There are moments when we experience an event, see an unknown person walking past us, are struck by memories which enter our mental space with no previous warning or we may even be watching or reading something – that suddenly, without any further awareness, leads us to be reminded of our most painful memories causing us to feel anxious and stressed. Traumatic events can have a severe effect on an individual and can take years to move through and even then, it’s more than difficult to eliminate an experience which inculcated fear and pain within you, it doesn’t disappear but we learn to live with it consciously and with strength.
We build enough awareness to know that we aren’t identified by one event and hold onto the idea that there are and will be experiences which are more valuable to keep close. It’s not uncommon to spiral down to imagining the extent of the trauma we experienced, it’s not uncommon to feel helpless and fearful again and it is possible to be reminded of it from time to time through ‘our triggers’ or ‘reminders’.
Our triggers almost convince us that we’re reliving the trauma all over again – and this can be increasingly distressing. However, with this said, we believe avoiding our triggers is the way to heal through the feelings and emotions which still remain amidst the experience we had in our past, but this is far from true – confronting our triggers which include the fear, pain and helplessness that comes about from reliving a part of our experience is the only way to truly heal through it. This does not imply that our past trauma becomes insignificant or disappears, it just helps one build awareness around the ideas of compassion, empathy and understanding towards oneself. Confrontation helps us make sense of our emotions, instead of invalidating them as ‘abnormal’ or ‘unnecessary’.

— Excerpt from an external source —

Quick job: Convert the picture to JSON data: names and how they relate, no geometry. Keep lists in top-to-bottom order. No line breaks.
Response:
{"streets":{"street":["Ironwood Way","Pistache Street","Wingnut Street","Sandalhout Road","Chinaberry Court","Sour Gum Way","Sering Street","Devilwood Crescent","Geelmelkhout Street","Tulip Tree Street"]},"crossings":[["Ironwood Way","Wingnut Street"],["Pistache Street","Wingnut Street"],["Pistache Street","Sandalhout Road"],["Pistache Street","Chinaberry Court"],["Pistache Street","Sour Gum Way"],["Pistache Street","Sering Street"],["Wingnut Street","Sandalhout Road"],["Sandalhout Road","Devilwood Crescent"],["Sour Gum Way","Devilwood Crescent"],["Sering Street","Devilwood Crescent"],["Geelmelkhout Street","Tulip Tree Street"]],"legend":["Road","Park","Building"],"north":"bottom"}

We tend to fall into a spiral of wanting to ‘control’ our triggers because we fear what we experienced, we tend to establish a false sense of control – giving less importance to the idea that maybe the feelings we experience from our triggers is a way for them to protect us and to warn us. We perceive triggers negatively, but sometimes they open a passage for immense awareness and growth. They open a way for us to heal and identify close with who we are and what we can do to build the understanding and awareness around the trauma we experienced and ourselves, maybe it’s a warning and reminder for us to forgive ourselves and let ourselves experience all that we’ve been denying. How can we identify and learn from our triggers? is a question we overlook drastically.

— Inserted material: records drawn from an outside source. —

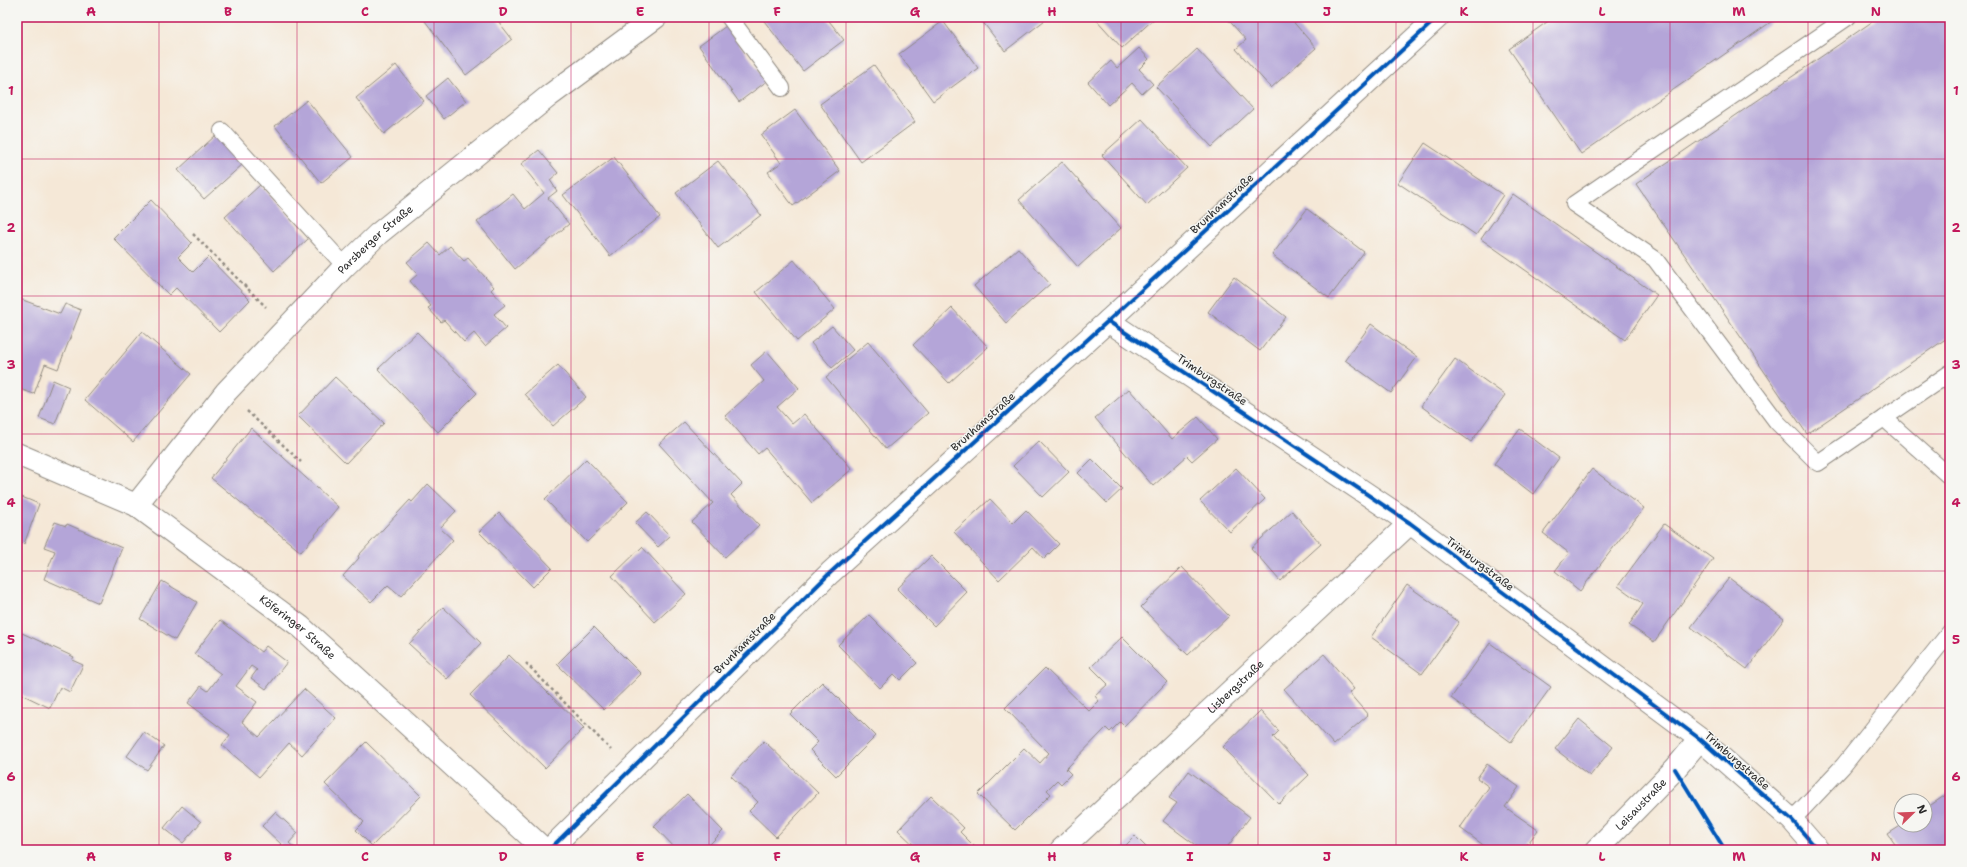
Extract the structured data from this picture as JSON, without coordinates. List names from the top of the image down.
{
  "streets": {
    "street": [
      "Brunhamstraße",
      "Parsberger Straße",
      "Trimburgstraße",
      "Köferinger Straße",
      "Lisbergstraße",
      "Leisaustraße"
    ]
  },
  "crossings": [
    ["Brunhamstraße", "Trimburgstraße"],
    ["Parsberger Straße", "Köferinger Straße"],
    ["Trimburgstraße", "Lisbergstraße"],
    ["Trimburgstraße", "Leisaustraße"]
  ],
  "north": "top right",
  "grid": {
    "columns": [
      "A",
      "B",
      "C",
      "D",
      "E",
      "F",
      "G",
      "H",
      "I",
      "J",
      "K",
      "L",
      "M",
      "N"
    ],
    "rows": [
      "1",
      "2",
      "3",
      "4",
      "5",
      "6"
    ]
  }
}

Places, people, books, movies, feelings, memories and emotions that reminds us of our past trauma is how we can identify our triggers.
There will be something which will inculcate the fear you felt when you experienced the traumatic event, there will always be an association to a similar feeling you experienced back then – when we’re reminded, it’s probable that we are reliving the past, but what reminded us of the event? is something we need to focus upon and be aware of. When we are aware of a similar emotion in association to an event, we must identify the reasons of the event that are triggering those emotions that we experienced amidst our traumatic event as well. It helps to name these emotions and what they particularly are associated with. For example – a burn victim can feel triggered by seeing the object which led their to scars or any particular object which derives heat etc.

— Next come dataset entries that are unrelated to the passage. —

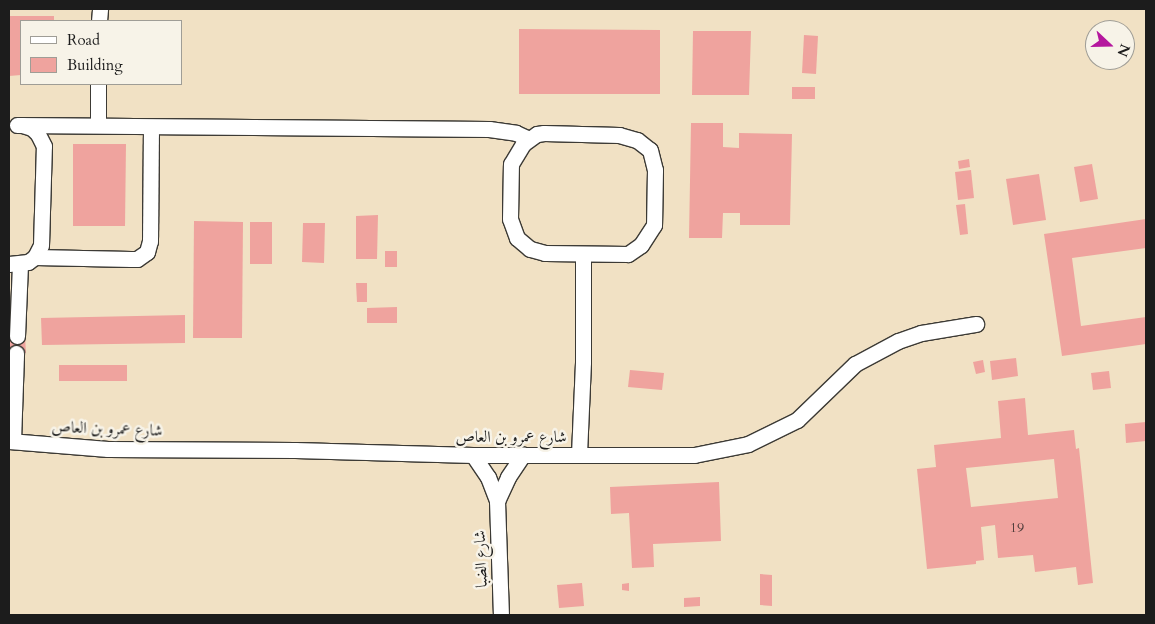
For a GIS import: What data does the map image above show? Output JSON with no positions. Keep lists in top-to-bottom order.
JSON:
{
  "streets": {
    "street": ["شارع عمرو بن العاص", "شارع الضبا"]
  },
  "crossings": [
    ["شارع عمرو بن العاص", "شارع الضبا"]
  ],
  "house_numbers": ["19"],
  "legend": ["Road", "Building"],
  "north": "right"
}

It’s important to note that sometimes traumatic events are always re-lived by triggers, they can take place unknowingly, which is absolutely normal – it was a dangerous, threatening and fearful part of your life, they are bound to come as reminders.
The best way to identify our triggers is to actually acknowledge how we feel amidst an experience and ask ourselves why we feel this way – asking ourselves questions helps us become more aware of what we are feeling and why we are feeling it. It helps us practice confrontation instead of avoidance. “Seeing this person caused a sense of fear in me, why do I think this is happening? Do they remind me of someone or something from my past?” “Why is the news of someone’s death, who I barely knew affecting me? Is it by any chance triggering and calling out on my own fear of death?” – these are just a few examples but some simple ways to identify and be more aware of our triggers, but the point is there is always a reason behind our triggers. The more aware we are of them, the easier it will be to move through our trauma in bits and pieces with time. It helps us stay close to ourselves and find comfort in ourselves.
With this said, no matter how much we build on our awareness – having had a traumatic experience never gets easy, it never seems to go away and even though it is a part of us, it’s a part of us which helps us become more resilient, courageous, aware and vulnerable. It may stay with us but it does not identify our life ahead and who we are and are becoming.